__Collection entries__
* * *

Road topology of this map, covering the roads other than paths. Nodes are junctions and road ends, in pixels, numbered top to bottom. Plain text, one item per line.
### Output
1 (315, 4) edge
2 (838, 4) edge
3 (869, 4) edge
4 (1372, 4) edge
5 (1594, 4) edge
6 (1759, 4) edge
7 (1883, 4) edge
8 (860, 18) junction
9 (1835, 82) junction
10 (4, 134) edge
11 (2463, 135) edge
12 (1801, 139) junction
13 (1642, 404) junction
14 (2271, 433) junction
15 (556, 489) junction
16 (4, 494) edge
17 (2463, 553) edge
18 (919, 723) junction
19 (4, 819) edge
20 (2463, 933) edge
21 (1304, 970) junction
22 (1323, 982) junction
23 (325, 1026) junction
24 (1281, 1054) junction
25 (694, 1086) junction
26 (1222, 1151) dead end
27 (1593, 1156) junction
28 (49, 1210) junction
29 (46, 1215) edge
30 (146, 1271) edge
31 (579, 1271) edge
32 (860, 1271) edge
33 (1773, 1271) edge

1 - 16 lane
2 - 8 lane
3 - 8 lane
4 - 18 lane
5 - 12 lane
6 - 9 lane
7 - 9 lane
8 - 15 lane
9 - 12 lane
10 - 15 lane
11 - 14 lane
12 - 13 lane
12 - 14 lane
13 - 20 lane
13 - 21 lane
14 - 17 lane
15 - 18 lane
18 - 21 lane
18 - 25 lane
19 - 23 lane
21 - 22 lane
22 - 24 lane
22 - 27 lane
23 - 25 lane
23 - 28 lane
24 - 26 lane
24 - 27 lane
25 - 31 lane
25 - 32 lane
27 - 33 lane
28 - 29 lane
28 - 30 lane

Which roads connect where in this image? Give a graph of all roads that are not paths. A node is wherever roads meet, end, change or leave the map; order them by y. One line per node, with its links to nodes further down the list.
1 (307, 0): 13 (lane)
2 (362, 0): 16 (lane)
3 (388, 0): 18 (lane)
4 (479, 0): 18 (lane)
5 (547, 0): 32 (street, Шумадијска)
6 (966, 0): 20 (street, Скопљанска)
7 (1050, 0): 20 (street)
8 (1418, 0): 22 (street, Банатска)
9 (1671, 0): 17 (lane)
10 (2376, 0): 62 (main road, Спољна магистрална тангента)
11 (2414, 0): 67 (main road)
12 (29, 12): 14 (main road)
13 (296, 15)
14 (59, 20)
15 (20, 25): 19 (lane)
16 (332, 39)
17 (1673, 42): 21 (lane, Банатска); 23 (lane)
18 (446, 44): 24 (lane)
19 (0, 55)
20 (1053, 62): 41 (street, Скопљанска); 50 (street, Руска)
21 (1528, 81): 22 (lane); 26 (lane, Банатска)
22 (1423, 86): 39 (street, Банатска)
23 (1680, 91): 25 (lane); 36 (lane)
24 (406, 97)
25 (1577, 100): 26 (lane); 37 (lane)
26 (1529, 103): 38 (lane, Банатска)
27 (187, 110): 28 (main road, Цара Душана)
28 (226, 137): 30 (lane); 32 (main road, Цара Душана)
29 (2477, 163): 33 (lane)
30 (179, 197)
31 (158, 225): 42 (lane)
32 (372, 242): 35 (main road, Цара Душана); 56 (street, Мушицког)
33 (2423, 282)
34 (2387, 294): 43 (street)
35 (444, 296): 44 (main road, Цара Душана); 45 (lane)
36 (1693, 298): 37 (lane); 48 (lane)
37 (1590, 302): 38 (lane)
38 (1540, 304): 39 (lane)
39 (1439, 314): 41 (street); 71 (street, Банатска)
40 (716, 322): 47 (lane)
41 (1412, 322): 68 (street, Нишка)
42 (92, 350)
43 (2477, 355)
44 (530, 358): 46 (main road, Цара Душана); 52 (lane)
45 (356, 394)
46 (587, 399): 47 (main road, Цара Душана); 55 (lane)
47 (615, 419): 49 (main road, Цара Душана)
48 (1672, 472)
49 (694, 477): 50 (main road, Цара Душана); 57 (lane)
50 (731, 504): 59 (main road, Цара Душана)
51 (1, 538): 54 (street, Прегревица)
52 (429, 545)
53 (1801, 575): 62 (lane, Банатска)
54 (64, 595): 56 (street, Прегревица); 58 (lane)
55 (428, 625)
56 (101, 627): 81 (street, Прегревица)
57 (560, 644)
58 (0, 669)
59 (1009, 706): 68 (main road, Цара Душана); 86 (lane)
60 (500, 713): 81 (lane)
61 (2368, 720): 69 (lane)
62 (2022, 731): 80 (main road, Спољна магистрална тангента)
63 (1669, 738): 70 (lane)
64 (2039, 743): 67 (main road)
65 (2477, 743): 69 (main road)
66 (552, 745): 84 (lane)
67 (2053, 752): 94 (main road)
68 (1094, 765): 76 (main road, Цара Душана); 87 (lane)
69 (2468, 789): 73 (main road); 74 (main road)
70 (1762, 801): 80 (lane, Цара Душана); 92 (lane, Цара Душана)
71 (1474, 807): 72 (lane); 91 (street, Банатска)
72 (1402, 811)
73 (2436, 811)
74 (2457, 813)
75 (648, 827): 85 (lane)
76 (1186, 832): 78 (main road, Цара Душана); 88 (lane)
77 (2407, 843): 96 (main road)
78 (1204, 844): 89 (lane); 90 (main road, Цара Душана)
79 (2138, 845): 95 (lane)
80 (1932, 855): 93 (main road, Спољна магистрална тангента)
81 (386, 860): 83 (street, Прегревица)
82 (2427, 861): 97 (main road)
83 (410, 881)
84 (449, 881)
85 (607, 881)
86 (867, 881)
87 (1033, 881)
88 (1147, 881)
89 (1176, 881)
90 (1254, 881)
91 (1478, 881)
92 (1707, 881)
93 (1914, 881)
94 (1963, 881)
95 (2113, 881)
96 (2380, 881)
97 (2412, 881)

* * *

__About this exercise__
Give back each entry so that it matches the original word for word.

__Task answer__
Road topology of this map, covering the roads other than paths. Nodes are junctions and road ends, in pixels, numbered top to bottom. Plain text, one item per line.
### Output
1 (315, 4) edge
2 (838, 4) edge
3 (869, 4) edge
4 (1372, 4) edge
5 (1594, 4) edge
6 (1759, 4) edge
7 (1883, 4) edge
8 (860, 18) junction
9 (1835, 82) junction
10 (4, 134) edge
11 (2463, 135) edge
12 (1801, 139) junction
13 (1642, 404) junction
14 (2271, 433) junction
15 (556, 489) junction
16 (4, 494) edge
17 (2463, 553) edge
18 (919, 723) junction
19 (4, 819) edge
20 (2463, 933) edge
21 (1304, 970) junction
22 (1323, 982) junction
23 (325, 1026) junction
24 (1281, 1054) junction
25 (694, 1086) junction
26 (1222, 1151) dead end
27 (1593, 1156) junction
28 (49, 1210) junction
29 (46, 1215) edge
30 (146, 1271) edge
31 (579, 1271) edge
32 (860, 1271) edge
33 (1773, 1271) edge

1 - 16 lane
2 - 8 lane
3 - 8 lane
4 - 18 lane
5 - 12 lane
6 - 9 lane
7 - 9 lane
8 - 15 lane
9 - 12 lane
10 - 15 lane
11 - 14 lane
12 - 13 lane
12 - 14 lane
13 - 20 lane
13 - 21 lane
14 - 17 lane
15 - 18 lane
18 - 21 lane
18 - 25 lane
19 - 23 lane
21 - 22 lane
22 - 24 lane
22 - 27 lane
23 - 25 lane
23 - 28 lane
24 - 26 lane
24 - 27 lane
25 - 31 lane
25 - 32 lane
27 - 33 lane
28 - 29 lane
28 - 30 lane

Which roads connect where in this image? Give a graph of all roads that are not paths. A node is wherever roads meet, end, change or leave the map; order them by y. One line per node, with its links to nodes further down the list.
1 (307, 0): 13 (lane)
2 (362, 0): 16 (lane)
3 (388, 0): 18 (lane)
4 (479, 0): 18 (lane)
5 (547, 0): 32 (street, Шумадијска)
6 (966, 0): 20 (street, Скопљанска)
7 (1050, 0): 20 (street)
8 (1418, 0): 22 (street, Банатска)
9 (1671, 0): 17 (lane)
10 (2376, 0): 62 (main road, Спољна магистрална тангента)
11 (2414, 0): 67 (main road)
12 (29, 12): 14 (main road)
13 (296, 15)
14 (59, 20)
15 (20, 25): 19 (lane)
16 (332, 39)
17 (1673, 42): 21 (lane, Банатска); 23 (lane)
18 (446, 44): 24 (lane)
19 (0, 55)
20 (1053, 62): 41 (street, Скопљанска); 50 (street, Руска)
21 (1528, 81): 22 (lane); 26 (lane, Банатска)
22 (1423, 86): 39 (street, Банатска)
23 (1680, 91): 25 (lane); 36 (lane)
24 (406, 97)
25 (1577, 100): 26 (lane); 37 (lane)
26 (1529, 103): 38 (lane, Банатска)
27 (187, 110): 28 (main road, Цара Душана)
28 (226, 137): 30 (lane); 32 (main road, Цара Душана)
29 (2477, 163): 33 (lane)
30 (179, 197)
31 (158, 225): 42 (lane)
32 (372, 242): 35 (main road, Цара Душана); 56 (street, Мушицког)
33 (2423, 282)
34 (2387, 294): 43 (street)
35 (444, 296): 44 (main road, Цара Душана); 45 (lane)
36 (1693, 298): 37 (lane); 48 (lane)
37 (1590, 302): 38 (lane)
38 (1540, 304): 39 (lane)
39 (1439, 314): 41 (street); 71 (street, Банатска)
40 (716, 322): 47 (lane)
41 (1412, 322): 68 (street, Нишка)
42 (92, 350)
43 (2477, 355)
44 (530, 358): 46 (main road, Цара Душана); 52 (lane)
45 (356, 394)
46 (587, 399): 47 (main road, Цара Душана); 55 (lane)
47 (615, 419): 49 (main road, Цара Душана)
48 (1672, 472)
49 (694, 477): 50 (main road, Цара Душана); 57 (lane)
50 (731, 504): 59 (main road, Цара Душана)
51 (1, 538): 54 (street, Прегревица)
52 (429, 545)
53 (1801, 575): 62 (lane, Банатска)
54 (64, 595): 56 (street, Прегревица); 58 (lane)
55 (428, 625)
56 (101, 627): 81 (street, Прегревица)
57 (560, 644)
58 (0, 669)
59 (1009, 706): 68 (main road, Цара Душана); 86 (lane)
60 (500, 713): 81 (lane)
61 (2368, 720): 69 (lane)
62 (2022, 731): 80 (main road, Спољна магистрална тангента)
63 (1669, 738): 70 (lane)
64 (2039, 743): 67 (main road)
65 (2477, 743): 69 (main road)
66 (552, 745): 84 (lane)
67 (2053, 752): 94 (main road)
68 (1094, 765): 76 (main road, Цара Душана); 87 (lane)
69 (2468, 789): 73 (main road); 74 (main road)
70 (1762, 801): 80 (lane, Цара Душана); 92 (lane, Цара Душана)
71 (1474, 807): 72 (lane); 91 (street, Банатска)
72 (1402, 811)
73 (2436, 811)
74 (2457, 813)
75 (648, 827): 85 (lane)
76 (1186, 832): 78 (main road, Цара Душана); 88 (lane)
77 (2407, 843): 96 (main road)
78 (1204, 844): 89 (lane); 90 (main road, Цара Душана)
79 (2138, 845): 95 (lane)
80 (1932, 855): 93 (main road, Спољна магистрална тангента)
81 (386, 860): 83 (street, Прегревица)
82 (2427, 861): 97 (main road)
83 (410, 881)
84 (449, 881)
85 (607, 881)
86 (867, 881)
87 (1033, 881)
88 (1147, 881)
89 (1176, 881)
90 (1254, 881)
91 (1478, 881)
92 (1707, 881)
93 (1914, 881)
94 (1963, 881)
95 (2113, 881)
96 (2380, 881)
97 (2412, 881)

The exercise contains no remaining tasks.